48. Le Comité encourage l’État partie à accepter, dans les meilleurs délais, la modification apportée au premier paragraphe de l’article 20 de la Convention concernant le temps de réunion du Comité.

Déclaration et Programme d’action de Beijing

49. Le Comité invite l’État partie à s’appuyer sur la Déclaration et le Programme d’action de Beijing dans l’action qu’il mène pour mettre en œuvre les dispositions de la Convention.

Programme de développement durable à l’horizon 2030

50. Le Comité invite l’État partie à instaurer une égalité réelle entre les hommes et les femmes, conformément aux dispositions de la Convention, tout au long du processus de mise en œuvre du Programme de développement durable à l’horizon 2030.

Diffusion

51. Le Comité demande à l’État partie de veiller à ce que les présentes observations finales soient diffusées en temps voulu, dans les langues officielles de l’État partie, aux institutions publiques compétentes à tous les niveaux (national, régional et local), en particulier au Gouvernement, aux ministères, au Parlement et à l’appareil judiciaire , afin d’en permettre la pleine application.

Suivi des observations finales

52. Le Comité prie l’État partie de lui communiquer par écrit, dans un délai de deux ans, des informations sur les mesures qu’il aura prises pour appliquer les recommandations énoncées aux paragraphes 9 a), 15 a), 23 b) et 35 c) ci-dessus.

Établissement du prochain rapport

53. Le Comité invite l’État partie à soumettre son huitième rapport périodique en novembre 2021. Ce rapport devrait être présenté en temps voulu.

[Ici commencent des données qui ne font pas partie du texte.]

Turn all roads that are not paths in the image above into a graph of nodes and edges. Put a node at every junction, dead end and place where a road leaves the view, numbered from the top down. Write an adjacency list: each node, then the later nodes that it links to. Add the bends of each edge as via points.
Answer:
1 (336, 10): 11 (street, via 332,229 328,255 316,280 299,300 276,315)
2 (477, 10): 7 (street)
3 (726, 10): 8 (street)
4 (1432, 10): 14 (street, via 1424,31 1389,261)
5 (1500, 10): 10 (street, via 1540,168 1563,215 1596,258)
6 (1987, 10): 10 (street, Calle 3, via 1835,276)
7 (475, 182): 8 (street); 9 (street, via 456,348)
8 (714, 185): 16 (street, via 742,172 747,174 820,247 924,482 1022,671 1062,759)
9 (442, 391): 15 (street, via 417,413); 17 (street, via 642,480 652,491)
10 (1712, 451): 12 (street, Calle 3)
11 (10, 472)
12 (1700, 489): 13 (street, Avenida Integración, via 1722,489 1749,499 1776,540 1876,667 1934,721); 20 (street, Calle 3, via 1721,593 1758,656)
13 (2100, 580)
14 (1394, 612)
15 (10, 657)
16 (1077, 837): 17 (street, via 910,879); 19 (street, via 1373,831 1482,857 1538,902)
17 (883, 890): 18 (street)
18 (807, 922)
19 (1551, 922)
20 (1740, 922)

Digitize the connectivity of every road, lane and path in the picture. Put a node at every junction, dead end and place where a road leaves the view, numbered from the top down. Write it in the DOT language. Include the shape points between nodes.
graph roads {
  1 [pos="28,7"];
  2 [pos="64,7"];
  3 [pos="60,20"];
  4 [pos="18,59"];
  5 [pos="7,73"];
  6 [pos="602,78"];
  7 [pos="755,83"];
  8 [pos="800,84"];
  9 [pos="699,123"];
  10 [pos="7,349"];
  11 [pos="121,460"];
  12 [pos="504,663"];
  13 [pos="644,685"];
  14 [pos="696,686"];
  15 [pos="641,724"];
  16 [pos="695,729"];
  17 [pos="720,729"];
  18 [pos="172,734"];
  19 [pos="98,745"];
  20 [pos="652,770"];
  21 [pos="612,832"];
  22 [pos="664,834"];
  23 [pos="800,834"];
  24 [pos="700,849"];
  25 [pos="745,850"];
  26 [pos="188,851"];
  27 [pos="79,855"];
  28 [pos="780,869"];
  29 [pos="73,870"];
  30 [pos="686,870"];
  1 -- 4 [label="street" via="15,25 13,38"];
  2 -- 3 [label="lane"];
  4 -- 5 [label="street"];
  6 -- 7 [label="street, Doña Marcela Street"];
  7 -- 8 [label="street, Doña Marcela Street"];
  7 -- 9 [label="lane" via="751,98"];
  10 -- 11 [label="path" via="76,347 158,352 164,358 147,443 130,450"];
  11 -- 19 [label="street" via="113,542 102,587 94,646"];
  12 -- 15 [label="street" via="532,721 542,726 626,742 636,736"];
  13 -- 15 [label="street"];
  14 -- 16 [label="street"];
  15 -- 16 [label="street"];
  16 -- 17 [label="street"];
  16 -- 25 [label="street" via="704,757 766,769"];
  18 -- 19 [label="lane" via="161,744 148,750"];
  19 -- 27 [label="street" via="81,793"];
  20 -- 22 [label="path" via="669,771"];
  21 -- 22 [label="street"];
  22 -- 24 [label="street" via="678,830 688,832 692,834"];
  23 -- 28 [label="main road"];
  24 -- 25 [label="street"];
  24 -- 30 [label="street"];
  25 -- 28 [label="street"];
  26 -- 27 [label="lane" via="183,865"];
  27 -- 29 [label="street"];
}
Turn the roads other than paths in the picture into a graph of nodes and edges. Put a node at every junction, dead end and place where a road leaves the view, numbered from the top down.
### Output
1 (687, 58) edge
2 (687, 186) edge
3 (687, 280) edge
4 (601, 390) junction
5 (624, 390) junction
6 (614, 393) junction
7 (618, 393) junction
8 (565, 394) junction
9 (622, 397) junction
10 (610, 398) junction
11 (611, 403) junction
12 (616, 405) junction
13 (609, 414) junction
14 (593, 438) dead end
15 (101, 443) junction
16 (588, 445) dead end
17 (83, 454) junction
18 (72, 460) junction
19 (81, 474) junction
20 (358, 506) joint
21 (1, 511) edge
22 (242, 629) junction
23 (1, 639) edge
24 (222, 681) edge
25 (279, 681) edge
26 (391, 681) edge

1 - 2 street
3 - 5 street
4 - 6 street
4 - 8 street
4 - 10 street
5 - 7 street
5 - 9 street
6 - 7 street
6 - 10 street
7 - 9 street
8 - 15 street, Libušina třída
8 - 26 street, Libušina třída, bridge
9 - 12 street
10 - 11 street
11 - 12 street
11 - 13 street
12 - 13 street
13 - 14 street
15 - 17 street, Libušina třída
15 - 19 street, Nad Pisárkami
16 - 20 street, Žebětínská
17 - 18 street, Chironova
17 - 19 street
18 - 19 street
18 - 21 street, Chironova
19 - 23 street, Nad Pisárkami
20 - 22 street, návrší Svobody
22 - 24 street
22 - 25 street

En cas de retard, le rapport devra couvrir toute la période écoulée jusqu’à la date à laquelle il sera soumis.

54. Le Comité invite l’État partie à se conformer aux directives harmonisées concernant l’établissement de rapports destinés aux organes créés en vertu d’instruments internationaux relatifs aux droits de l’homme, dont le document de base commun et les rapports correspondant à chaque instrument (voir HRI/GEN/2/Rev.6 , chap. I).